[Saved entries]
================================
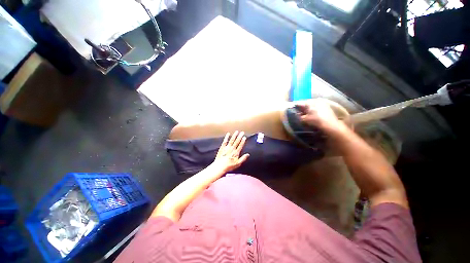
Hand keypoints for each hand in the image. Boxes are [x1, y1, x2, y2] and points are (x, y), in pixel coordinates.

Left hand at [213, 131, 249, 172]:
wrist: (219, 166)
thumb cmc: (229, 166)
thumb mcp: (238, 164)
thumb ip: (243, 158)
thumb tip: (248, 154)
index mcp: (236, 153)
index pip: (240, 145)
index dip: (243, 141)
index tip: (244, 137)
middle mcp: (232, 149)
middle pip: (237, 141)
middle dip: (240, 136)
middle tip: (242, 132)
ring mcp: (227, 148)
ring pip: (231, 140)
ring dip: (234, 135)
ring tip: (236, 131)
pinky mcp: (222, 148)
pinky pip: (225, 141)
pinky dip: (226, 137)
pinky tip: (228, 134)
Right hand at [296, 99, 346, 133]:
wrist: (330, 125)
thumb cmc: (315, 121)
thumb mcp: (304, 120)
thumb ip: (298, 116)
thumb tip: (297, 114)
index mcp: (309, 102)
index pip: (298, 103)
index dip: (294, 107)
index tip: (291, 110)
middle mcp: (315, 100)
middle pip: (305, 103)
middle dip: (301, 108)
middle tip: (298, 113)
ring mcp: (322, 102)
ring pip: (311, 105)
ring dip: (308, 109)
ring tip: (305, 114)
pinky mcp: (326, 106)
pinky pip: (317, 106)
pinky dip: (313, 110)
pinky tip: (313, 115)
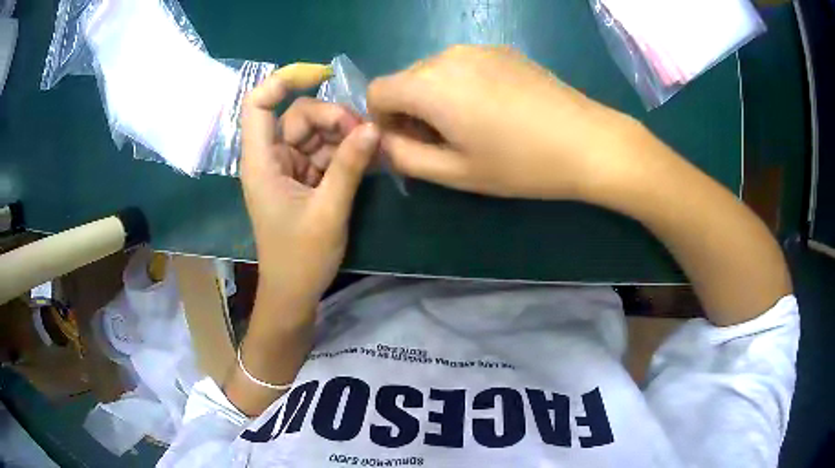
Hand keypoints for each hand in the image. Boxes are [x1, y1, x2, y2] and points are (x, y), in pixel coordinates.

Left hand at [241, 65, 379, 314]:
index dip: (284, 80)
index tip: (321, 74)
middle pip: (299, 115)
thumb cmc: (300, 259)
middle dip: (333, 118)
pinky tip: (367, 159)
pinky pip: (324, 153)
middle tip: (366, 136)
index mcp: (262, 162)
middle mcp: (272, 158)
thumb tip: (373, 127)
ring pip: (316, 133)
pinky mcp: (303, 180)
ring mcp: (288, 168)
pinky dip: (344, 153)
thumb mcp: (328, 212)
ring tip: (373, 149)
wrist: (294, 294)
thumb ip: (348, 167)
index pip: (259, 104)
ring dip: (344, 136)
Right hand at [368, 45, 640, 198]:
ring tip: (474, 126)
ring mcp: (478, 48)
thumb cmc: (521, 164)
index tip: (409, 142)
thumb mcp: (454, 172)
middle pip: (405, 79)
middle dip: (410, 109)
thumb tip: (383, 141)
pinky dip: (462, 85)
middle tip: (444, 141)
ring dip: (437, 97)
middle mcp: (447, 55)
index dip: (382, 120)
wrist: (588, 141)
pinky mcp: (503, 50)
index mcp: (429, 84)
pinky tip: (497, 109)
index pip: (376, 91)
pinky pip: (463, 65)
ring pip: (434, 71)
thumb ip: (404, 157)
================================
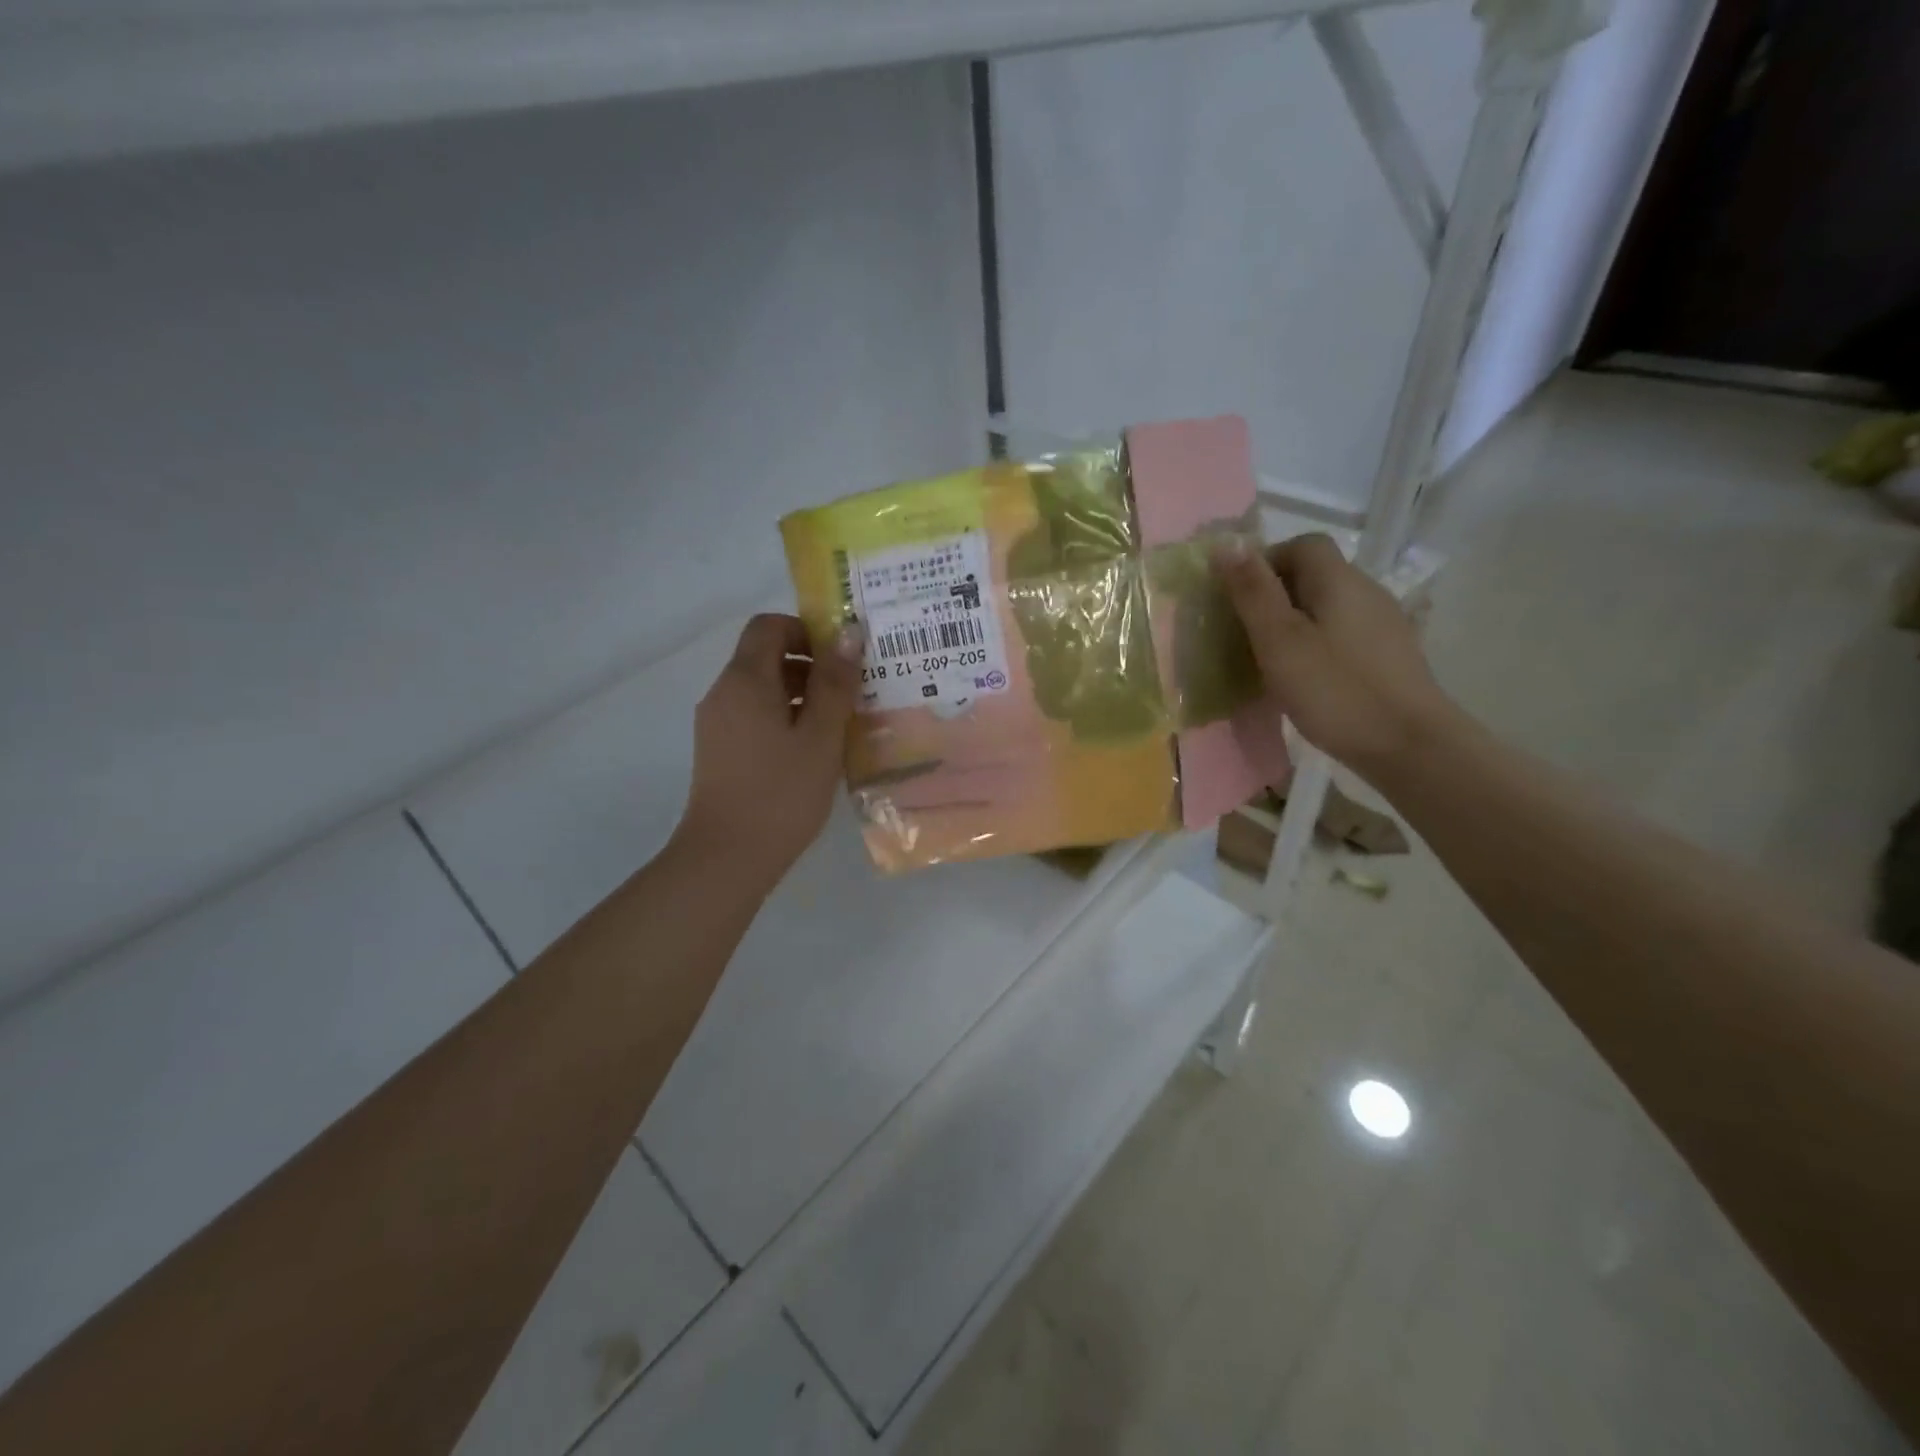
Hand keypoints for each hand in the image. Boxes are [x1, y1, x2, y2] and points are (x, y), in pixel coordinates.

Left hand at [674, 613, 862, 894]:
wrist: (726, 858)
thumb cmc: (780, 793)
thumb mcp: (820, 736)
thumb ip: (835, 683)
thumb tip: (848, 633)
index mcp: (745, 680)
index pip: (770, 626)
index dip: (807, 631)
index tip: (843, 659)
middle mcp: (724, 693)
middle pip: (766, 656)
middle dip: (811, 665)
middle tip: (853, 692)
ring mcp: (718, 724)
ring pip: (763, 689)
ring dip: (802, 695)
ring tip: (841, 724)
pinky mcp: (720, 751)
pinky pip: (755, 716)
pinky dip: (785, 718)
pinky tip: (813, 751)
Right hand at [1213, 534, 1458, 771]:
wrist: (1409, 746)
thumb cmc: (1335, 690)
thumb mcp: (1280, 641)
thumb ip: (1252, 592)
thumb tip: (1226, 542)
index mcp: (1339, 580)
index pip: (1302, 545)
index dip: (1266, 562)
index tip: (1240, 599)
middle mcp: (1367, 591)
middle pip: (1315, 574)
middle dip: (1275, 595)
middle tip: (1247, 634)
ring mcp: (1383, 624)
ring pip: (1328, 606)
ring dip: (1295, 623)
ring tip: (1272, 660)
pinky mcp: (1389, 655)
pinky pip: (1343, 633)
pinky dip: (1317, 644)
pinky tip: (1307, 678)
================================
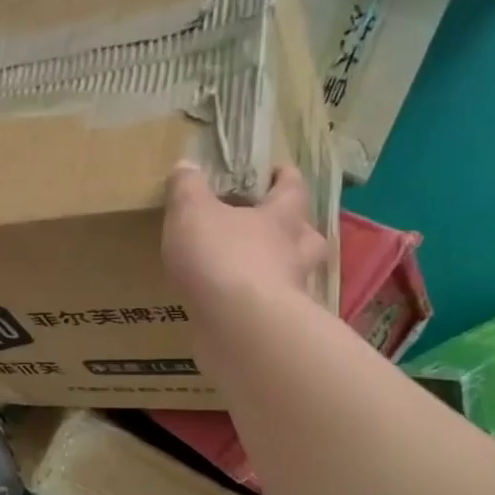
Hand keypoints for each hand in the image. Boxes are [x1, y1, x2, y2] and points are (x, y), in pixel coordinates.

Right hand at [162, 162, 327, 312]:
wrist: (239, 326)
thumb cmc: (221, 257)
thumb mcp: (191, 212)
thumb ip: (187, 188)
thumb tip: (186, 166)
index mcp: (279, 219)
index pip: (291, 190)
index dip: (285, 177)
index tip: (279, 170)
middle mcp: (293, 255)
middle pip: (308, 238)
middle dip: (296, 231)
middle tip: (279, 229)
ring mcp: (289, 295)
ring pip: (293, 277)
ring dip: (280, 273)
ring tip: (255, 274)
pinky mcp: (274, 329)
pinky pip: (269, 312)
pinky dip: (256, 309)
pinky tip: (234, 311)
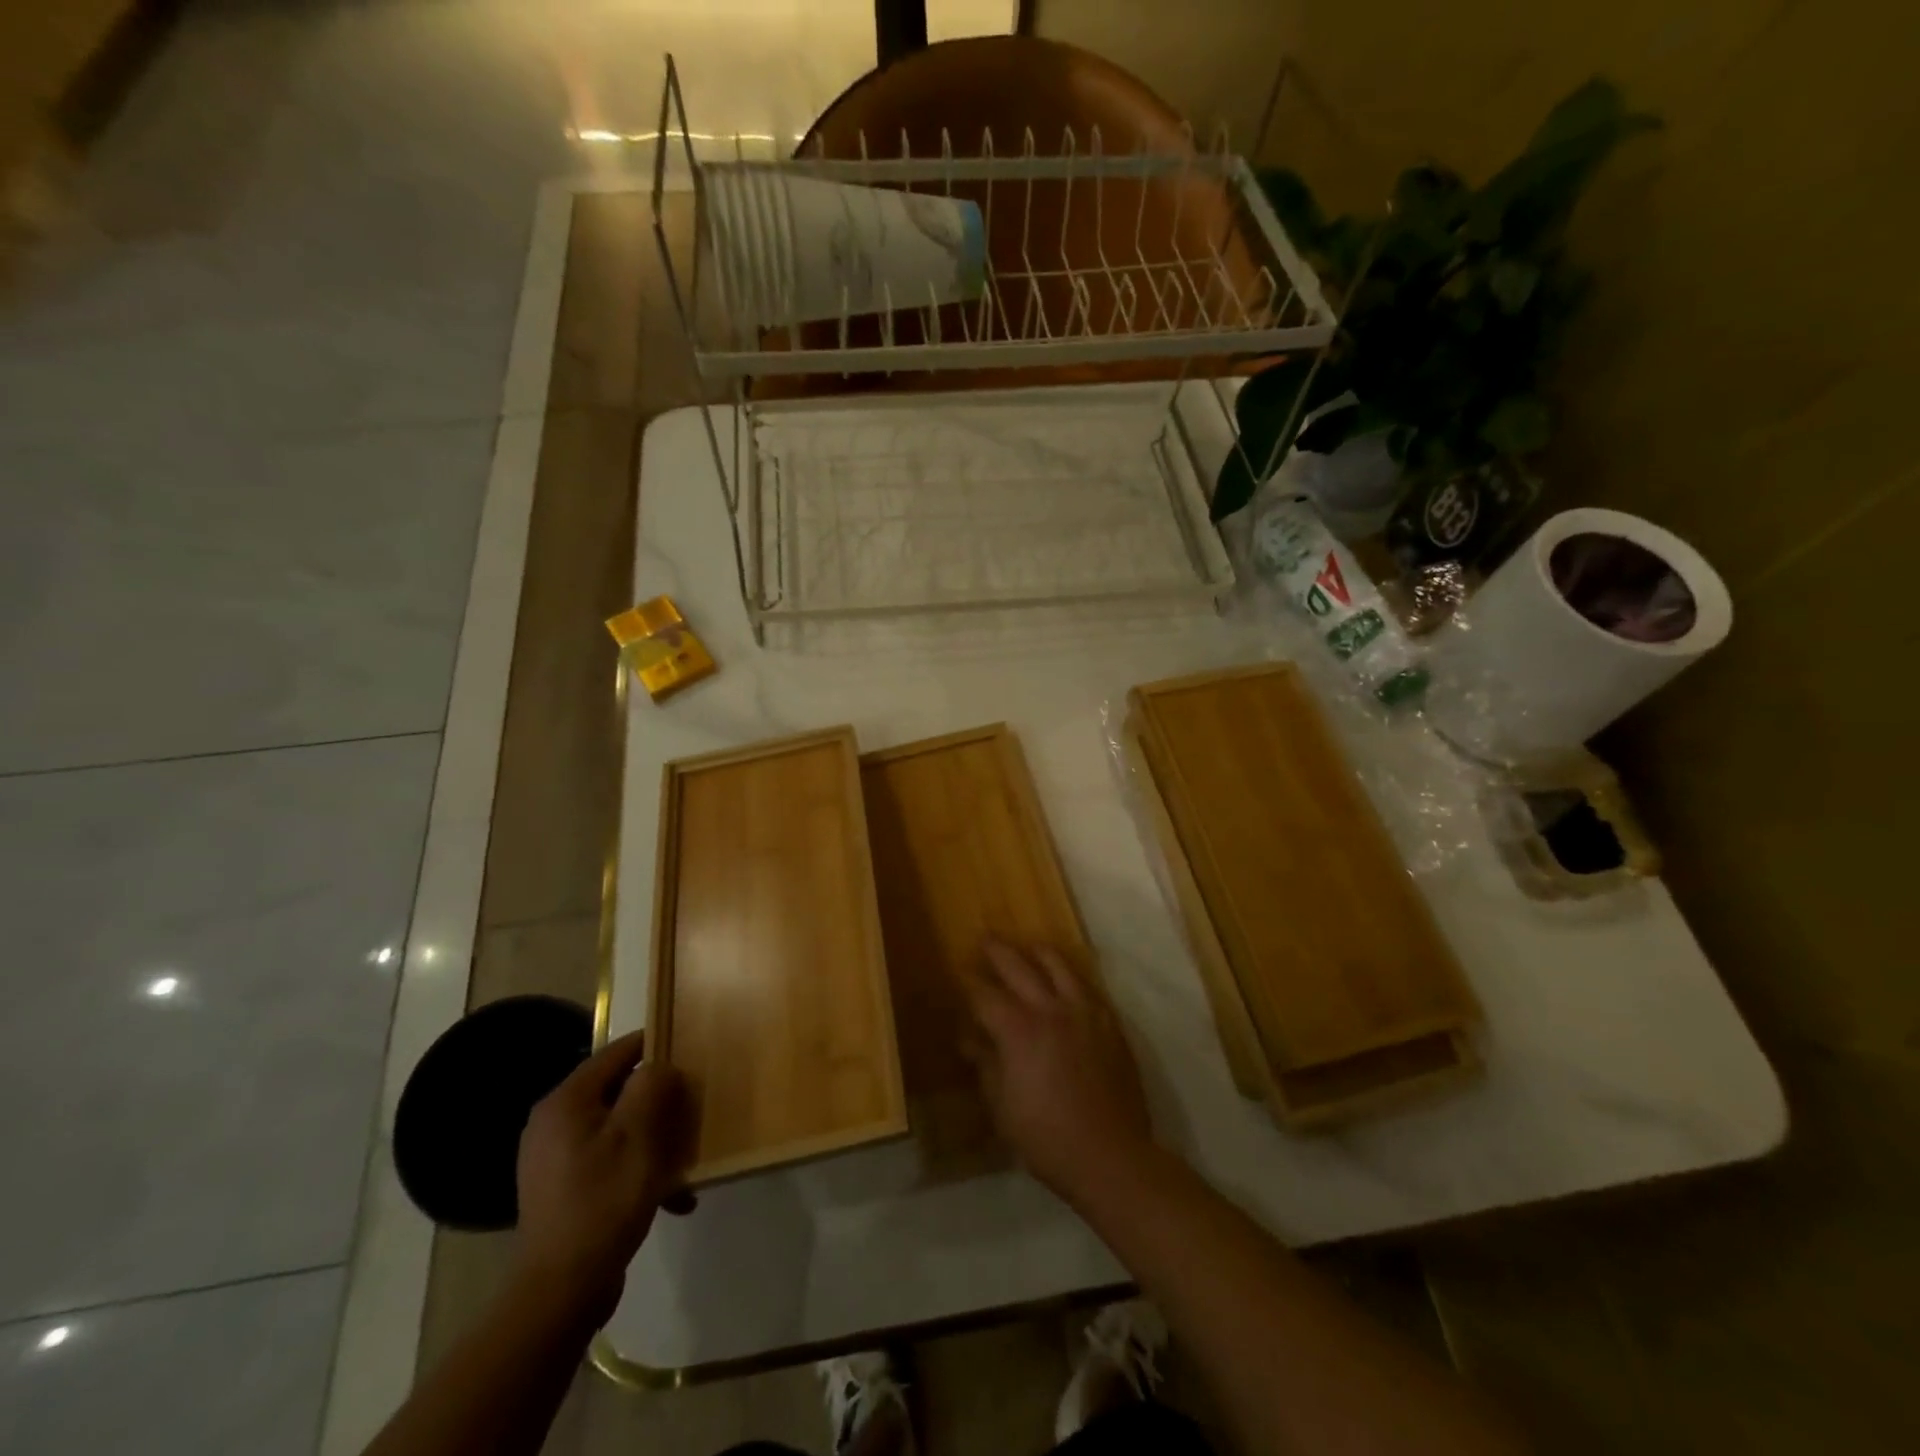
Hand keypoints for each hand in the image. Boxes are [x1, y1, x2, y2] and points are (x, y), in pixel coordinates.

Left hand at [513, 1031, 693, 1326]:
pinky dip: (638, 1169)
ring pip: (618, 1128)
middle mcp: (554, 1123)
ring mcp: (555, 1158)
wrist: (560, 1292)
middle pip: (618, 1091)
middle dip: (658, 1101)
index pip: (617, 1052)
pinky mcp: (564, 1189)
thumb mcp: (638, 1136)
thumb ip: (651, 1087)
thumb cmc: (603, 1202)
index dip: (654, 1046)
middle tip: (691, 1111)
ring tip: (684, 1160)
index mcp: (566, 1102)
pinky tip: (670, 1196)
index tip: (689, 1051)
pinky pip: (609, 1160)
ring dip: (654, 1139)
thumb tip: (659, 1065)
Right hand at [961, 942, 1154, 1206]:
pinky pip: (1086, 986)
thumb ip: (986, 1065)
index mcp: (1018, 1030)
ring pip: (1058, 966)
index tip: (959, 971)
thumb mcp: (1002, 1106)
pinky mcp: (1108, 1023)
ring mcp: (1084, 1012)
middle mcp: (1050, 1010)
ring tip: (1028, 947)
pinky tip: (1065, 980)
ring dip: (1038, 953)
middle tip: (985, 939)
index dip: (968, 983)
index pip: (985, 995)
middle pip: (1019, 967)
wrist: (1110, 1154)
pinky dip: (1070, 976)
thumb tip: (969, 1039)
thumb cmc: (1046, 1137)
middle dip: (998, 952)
================================
§ **Problem**
Could you return exactly the stretch of the data above that starts at the line with "thumb cmc: (300, 259)" and ends at the line with "index tip: (409, 142)", both lines included?

§ **Exercise output**
thumb cmc: (300, 259)
middle dip: (333, 118)
pinky tip: (367, 159)
pinky pip: (324, 153)
middle tip: (366, 136)
index mcp: (262, 162)
middle mcp: (272, 158)
thumb tip: (373, 127)
ring pip: (316, 133)
pinky mcp: (303, 180)
ring mcp: (288, 168)
pinky dip: (344, 153)
thumb mcp: (328, 212)
ring tip: (373, 149)
wrist: (294, 294)
thumb ip: (348, 167)
index pip: (259, 104)
ring dip: (344, 136)
Right hand at [368, 45, 640, 198]:
ring tip: (474, 126)
ring mcp: (478, 48)
thumb cmc: (521, 164)
index tip: (409, 142)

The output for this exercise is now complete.